Aram Khatchatourian (1903-1978) bénéficie-t-il d'un retour en grâce ? Après un brillant récent album du pianiste Jean-Yves Thibaudet chez Decca, consacré entre autres au Concerto pour piano, l'auteur de la célébrissime Danse du sabre est à nouveau à l'honneur avec un magnifique disque de l'intégrale de son œuvre pour violon solo (dont plusieurs inédits) par son compatriote David Haroutunian en compagnie de la pianiste Xéna Maliarevitch.
L'œuvre d'Aram Khatchatourian est beaucoup plus intéressante que la réputation de compositeur « officiel » de l'Union Soviétique qui lui colle à la peau. Bien sûr, cet ancien élève de Nikolaï Miaskovski (1881-1950) et de Reinhold Glière (1875-1956) au Conservatoire de Moscou est un pur produit de la grande école russe de composition, adepte de la grande forme, de la mélodie pure et du lyrisme parfois facile.
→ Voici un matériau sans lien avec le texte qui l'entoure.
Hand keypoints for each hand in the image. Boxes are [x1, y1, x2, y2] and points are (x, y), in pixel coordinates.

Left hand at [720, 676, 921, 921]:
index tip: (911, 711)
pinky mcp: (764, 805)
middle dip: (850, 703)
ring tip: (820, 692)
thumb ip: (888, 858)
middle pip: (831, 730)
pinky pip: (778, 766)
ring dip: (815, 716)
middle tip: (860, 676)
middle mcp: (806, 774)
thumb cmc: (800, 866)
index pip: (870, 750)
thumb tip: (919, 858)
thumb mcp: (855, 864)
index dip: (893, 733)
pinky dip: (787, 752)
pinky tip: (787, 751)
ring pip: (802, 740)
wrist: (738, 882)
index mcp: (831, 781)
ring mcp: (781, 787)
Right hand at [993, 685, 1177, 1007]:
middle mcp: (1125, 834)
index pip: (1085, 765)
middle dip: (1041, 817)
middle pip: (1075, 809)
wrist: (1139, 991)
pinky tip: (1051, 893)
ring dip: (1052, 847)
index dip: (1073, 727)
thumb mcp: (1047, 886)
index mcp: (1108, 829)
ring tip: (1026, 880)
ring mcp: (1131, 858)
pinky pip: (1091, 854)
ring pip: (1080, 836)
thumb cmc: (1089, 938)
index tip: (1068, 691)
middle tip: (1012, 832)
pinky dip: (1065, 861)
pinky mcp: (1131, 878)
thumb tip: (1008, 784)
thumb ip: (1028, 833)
Mais à l'instar de Béla Bartók ou Zoltan Kodaly, il a collecté nombre de thèmes de son folklore arménien natal qu'il a intégrés dans chacune de ses œuvres, imprégnant celles-ci d'un parfum nostalgique irrésistible. Et derrière le relatif conformisme de la musique de Khatchatourian se cache parfois un avant-gardiste qui s'ignore.
C'est ce que révèle le disque passionnant The dancing violin que nous livre David Haroutunian. Cet élève de Jean-Jacques Kantorow au Conservatoire national supérieur de musique de Paris s'est vu confié par Karen Khatchatourian une sonate inédite de son père pour violon et piano. Composée en 1932, celle-ci est restée totalement inédite jusqu'à aujourd'hui. On devine pourquoi Aram Khatchatourian n'a pas voulu éditer cette œuvre, âpre et sombre, afin de ne pas la soumettre à la censure de l'Union des compositeurs soviétiques.
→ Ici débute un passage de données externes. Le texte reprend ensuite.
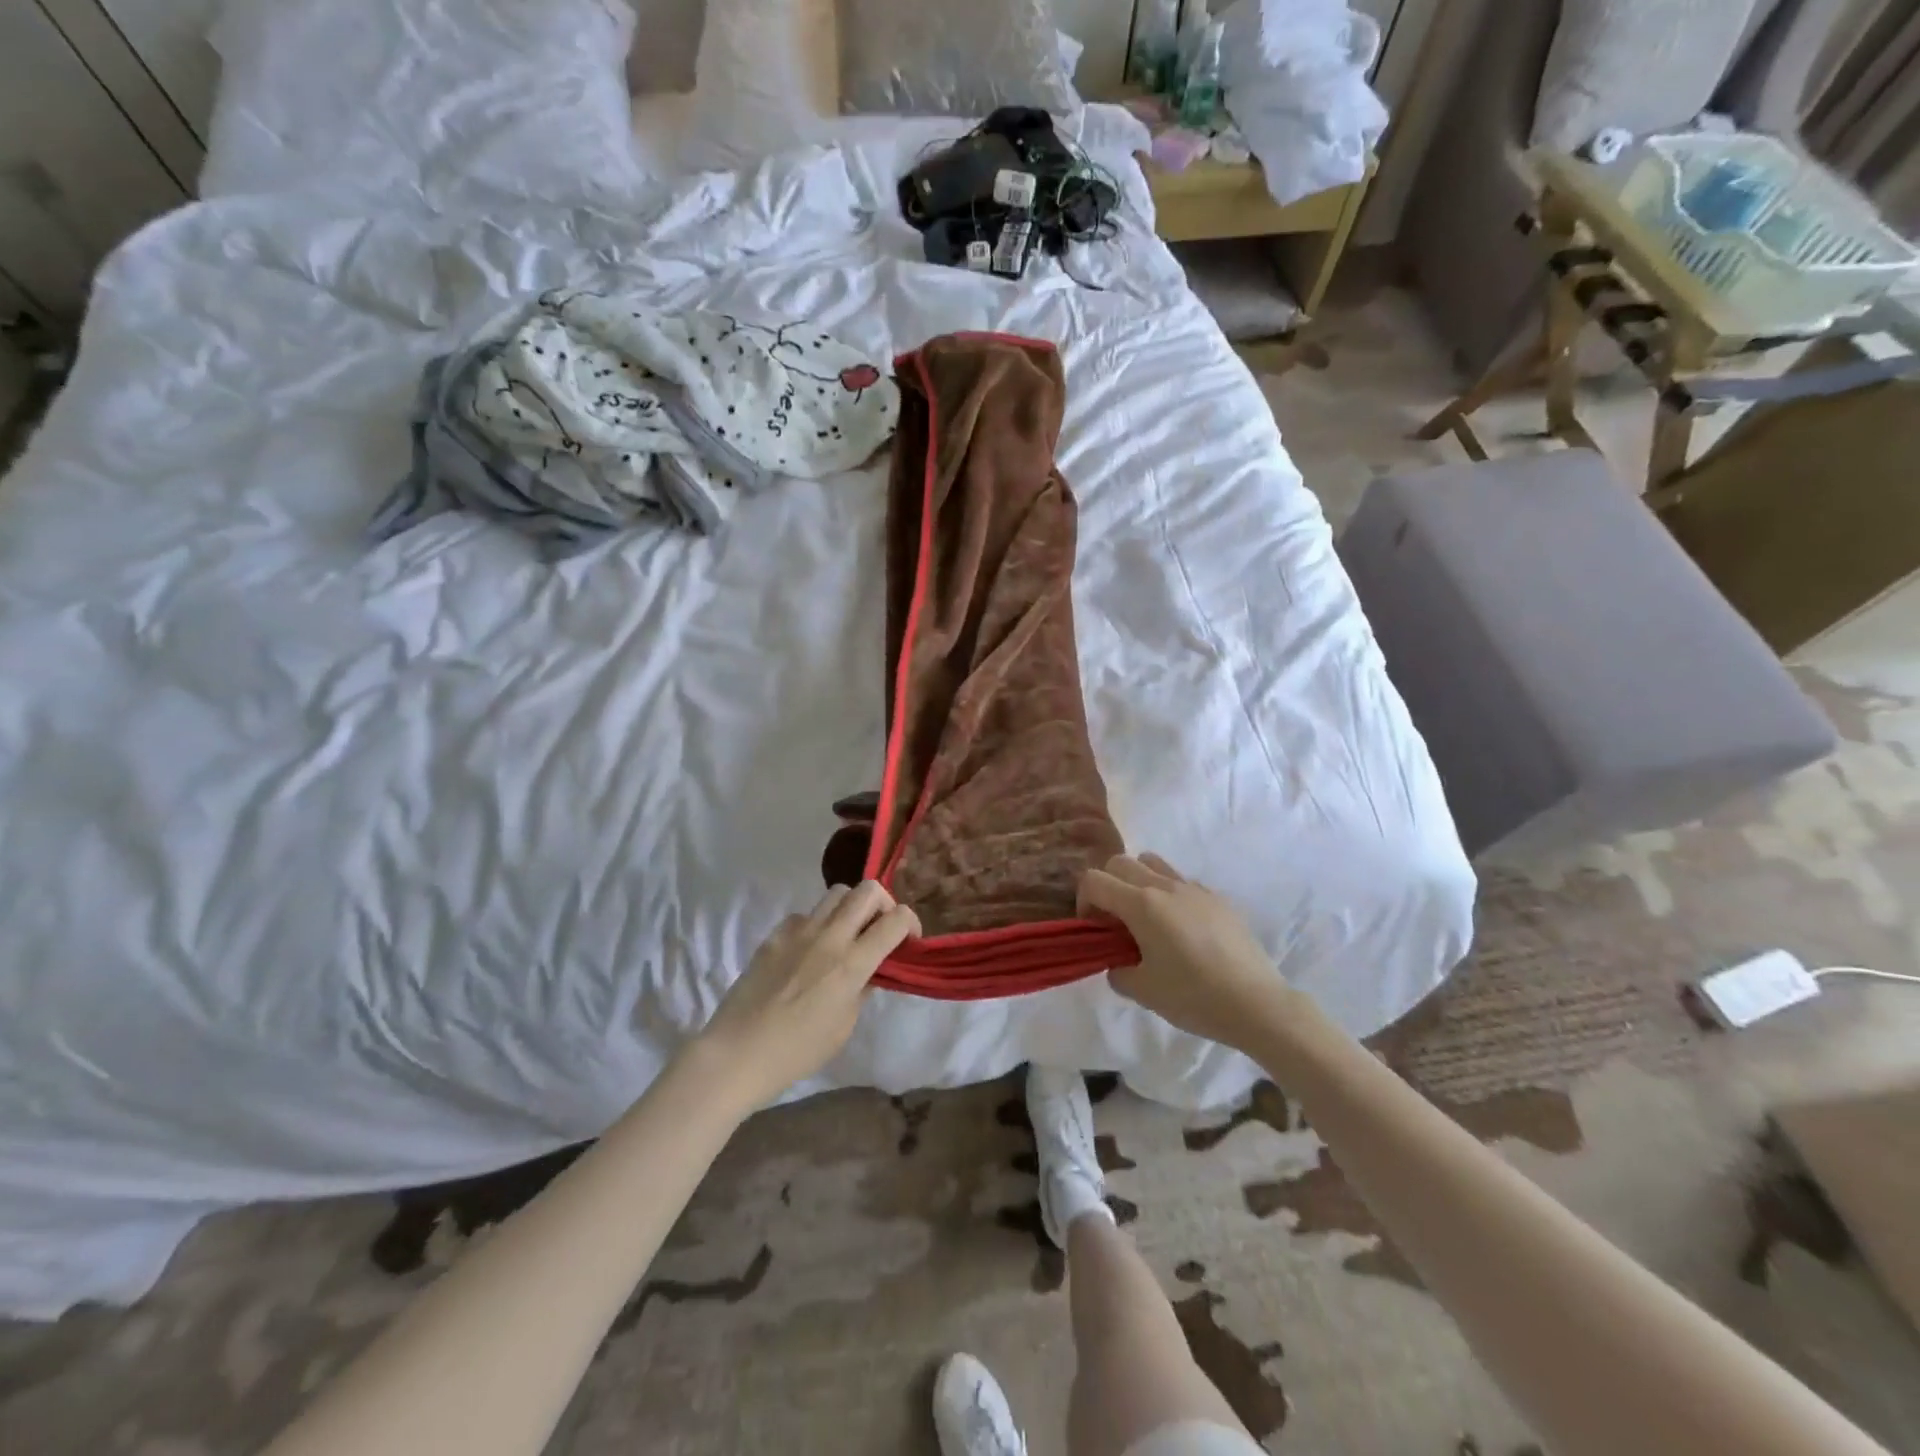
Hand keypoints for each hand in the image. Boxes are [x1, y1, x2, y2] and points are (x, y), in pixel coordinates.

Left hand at [694, 881, 919, 1109]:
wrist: (738, 1052)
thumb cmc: (797, 1051)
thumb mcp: (844, 1026)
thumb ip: (862, 989)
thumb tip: (869, 970)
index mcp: (852, 964)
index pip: (895, 919)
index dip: (910, 923)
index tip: (908, 940)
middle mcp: (829, 937)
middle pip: (868, 890)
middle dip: (884, 903)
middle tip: (879, 928)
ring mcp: (799, 931)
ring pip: (837, 893)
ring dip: (851, 908)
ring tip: (846, 935)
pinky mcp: (775, 934)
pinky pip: (805, 915)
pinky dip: (816, 925)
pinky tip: (808, 951)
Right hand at [1078, 854, 1288, 1051]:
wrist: (1257, 1004)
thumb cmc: (1194, 997)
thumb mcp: (1143, 991)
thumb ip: (1118, 971)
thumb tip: (1119, 962)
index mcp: (1141, 904)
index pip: (1094, 880)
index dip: (1083, 901)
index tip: (1094, 929)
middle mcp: (1165, 886)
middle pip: (1120, 863)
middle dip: (1107, 886)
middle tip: (1115, 923)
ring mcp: (1194, 889)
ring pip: (1152, 862)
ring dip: (1137, 882)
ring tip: (1146, 918)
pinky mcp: (1217, 898)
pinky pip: (1181, 881)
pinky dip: (1168, 894)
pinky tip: (1181, 929)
Cette sonate, qui est le pivot central de ce disque, est pourtant un chef-d'œuvre d'un pessimisme absolu, à l'image de certaines pages « secrètes » de Dimitri Chostakovich à l'époque. Le magnifique violon (un Carassi de 1753) de David Haroutunian y est absolument souverain, subtilement accompagné par le piano expressif de Xéna Maliarevitch. Mais c'est bien le violon qui domine cette œuvre monumentale en deux mouvements, véritable poème où, entre deux échos de folklore arménien, l'archet se fait déchirure et déploration.
Cette nostalgie irrépressible, on la trouve également dans le Chant poème en hommage aux Ashoughs (bardes arméniens) de 1929 qui ouvre le disque. Une page déchirante bien loin de la « pompe » officielle de certaines symphonies ou ballets d'Aram Khatchatourian.
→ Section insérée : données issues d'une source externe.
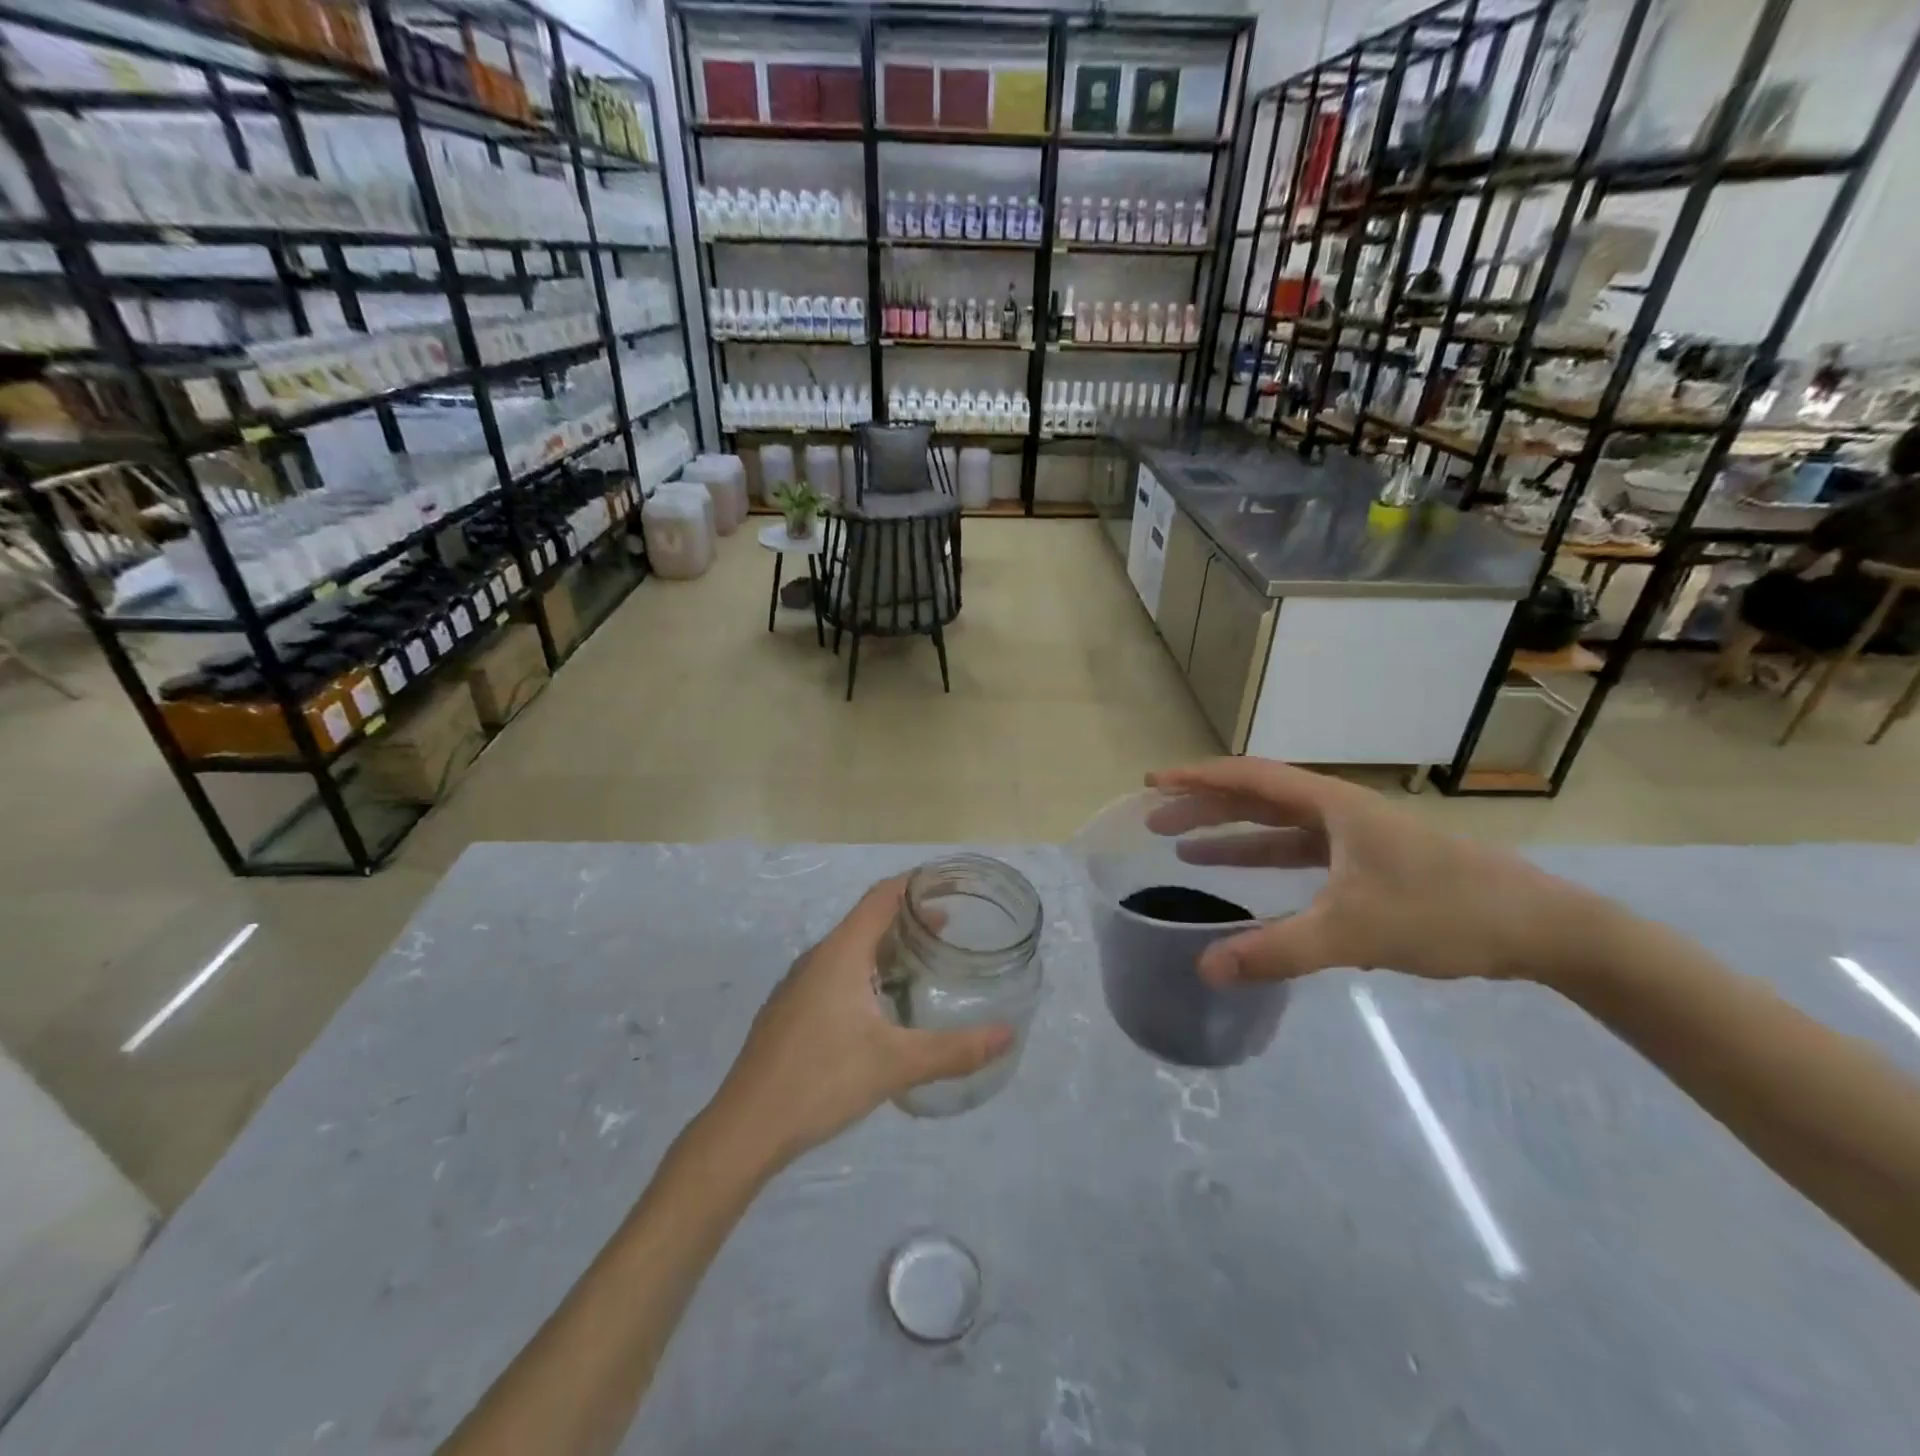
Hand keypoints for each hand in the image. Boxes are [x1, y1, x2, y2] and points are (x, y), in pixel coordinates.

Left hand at [707, 877, 1013, 1169]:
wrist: (745, 1129)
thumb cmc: (821, 1080)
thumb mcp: (896, 1064)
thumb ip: (954, 1050)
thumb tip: (1008, 1035)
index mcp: (840, 953)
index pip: (881, 897)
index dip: (914, 885)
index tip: (948, 885)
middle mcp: (817, 959)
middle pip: (866, 921)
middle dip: (907, 920)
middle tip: (949, 931)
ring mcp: (798, 986)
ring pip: (849, 951)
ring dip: (885, 949)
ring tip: (921, 966)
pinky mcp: (789, 1012)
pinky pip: (834, 974)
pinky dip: (865, 973)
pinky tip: (880, 1008)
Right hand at [1146, 758, 1607, 988]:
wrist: (1541, 928)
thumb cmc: (1444, 912)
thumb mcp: (1354, 932)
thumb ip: (1276, 950)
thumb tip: (1205, 968)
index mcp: (1330, 805)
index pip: (1248, 778)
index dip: (1196, 778)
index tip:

David Haroutunian nous révèle également l'avant-gardisme de la Sonate monologue pour violon solo de 1975. Cette pièce tardive, dont la sombre austérité n'est pas sans rappeler la Sonate de Bartók, est une autre facette d'un compositeur plus surprenant qu'il n'y paraît.
Enfin, ce disque ne pouvait pas ne pas intégrer quelques « tubes », à savoir les célèbres transcriptions par Jasha Heifetz de la Danse du sabre (« le Boléro arménien » selon les mots de David Haroutunian) et de la belle Danse d'Aisha extraits du ballet Gayaneh. Ainsi que la merveilleuse transcription pour violon seul par Abram Yampolsky et David Haroutunian lui-même de l'Adagio du même ballet. Une vision qui, dans son épure, surpasse la version originale pour orchestre. Le violoniste y est une fois de plus d'une exceptionnelle clarté et poésie.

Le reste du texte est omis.